>>

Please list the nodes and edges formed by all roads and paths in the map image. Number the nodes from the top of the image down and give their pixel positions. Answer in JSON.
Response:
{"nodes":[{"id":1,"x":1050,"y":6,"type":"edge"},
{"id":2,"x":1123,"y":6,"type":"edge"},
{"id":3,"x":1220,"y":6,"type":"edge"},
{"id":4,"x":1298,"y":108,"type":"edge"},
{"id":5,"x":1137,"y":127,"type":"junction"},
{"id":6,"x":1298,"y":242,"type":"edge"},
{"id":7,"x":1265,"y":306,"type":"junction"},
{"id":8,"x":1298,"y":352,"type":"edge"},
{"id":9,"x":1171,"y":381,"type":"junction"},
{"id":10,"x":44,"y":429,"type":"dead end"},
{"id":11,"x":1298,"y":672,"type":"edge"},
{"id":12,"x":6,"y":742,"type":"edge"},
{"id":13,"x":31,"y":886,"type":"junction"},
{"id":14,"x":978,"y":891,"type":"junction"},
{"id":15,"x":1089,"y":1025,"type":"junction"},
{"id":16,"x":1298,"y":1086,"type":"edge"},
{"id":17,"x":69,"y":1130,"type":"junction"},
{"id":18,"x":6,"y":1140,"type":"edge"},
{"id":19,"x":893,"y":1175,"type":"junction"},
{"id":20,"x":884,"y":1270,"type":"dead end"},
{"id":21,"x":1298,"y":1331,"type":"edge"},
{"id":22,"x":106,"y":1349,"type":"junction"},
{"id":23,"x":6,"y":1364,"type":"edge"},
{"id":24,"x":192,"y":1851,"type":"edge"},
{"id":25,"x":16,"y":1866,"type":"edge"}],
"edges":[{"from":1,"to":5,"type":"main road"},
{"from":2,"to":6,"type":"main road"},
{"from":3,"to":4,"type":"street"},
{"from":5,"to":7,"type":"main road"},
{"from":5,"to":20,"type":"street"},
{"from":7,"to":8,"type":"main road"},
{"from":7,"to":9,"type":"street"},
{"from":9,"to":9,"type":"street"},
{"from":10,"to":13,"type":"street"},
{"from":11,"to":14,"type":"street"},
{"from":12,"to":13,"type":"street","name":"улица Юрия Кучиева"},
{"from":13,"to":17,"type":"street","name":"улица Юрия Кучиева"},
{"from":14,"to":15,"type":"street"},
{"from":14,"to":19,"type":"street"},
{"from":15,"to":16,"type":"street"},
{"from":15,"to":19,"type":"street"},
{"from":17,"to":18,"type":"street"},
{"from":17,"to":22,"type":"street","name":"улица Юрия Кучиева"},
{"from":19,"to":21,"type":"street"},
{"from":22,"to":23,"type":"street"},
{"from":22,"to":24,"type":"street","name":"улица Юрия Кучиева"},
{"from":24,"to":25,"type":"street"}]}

<<

* Exercise description
Take every line above that includes the string "nodes" and return it.

* Response to this task
Please list the nodes and edges formed by all roads and paths in the map image. Number the nodes from the top of the image down and give their pixel positions. Answer in JSON.
{"nodes":[{"id":1,"x":1050,"y":6,"type":"edge"},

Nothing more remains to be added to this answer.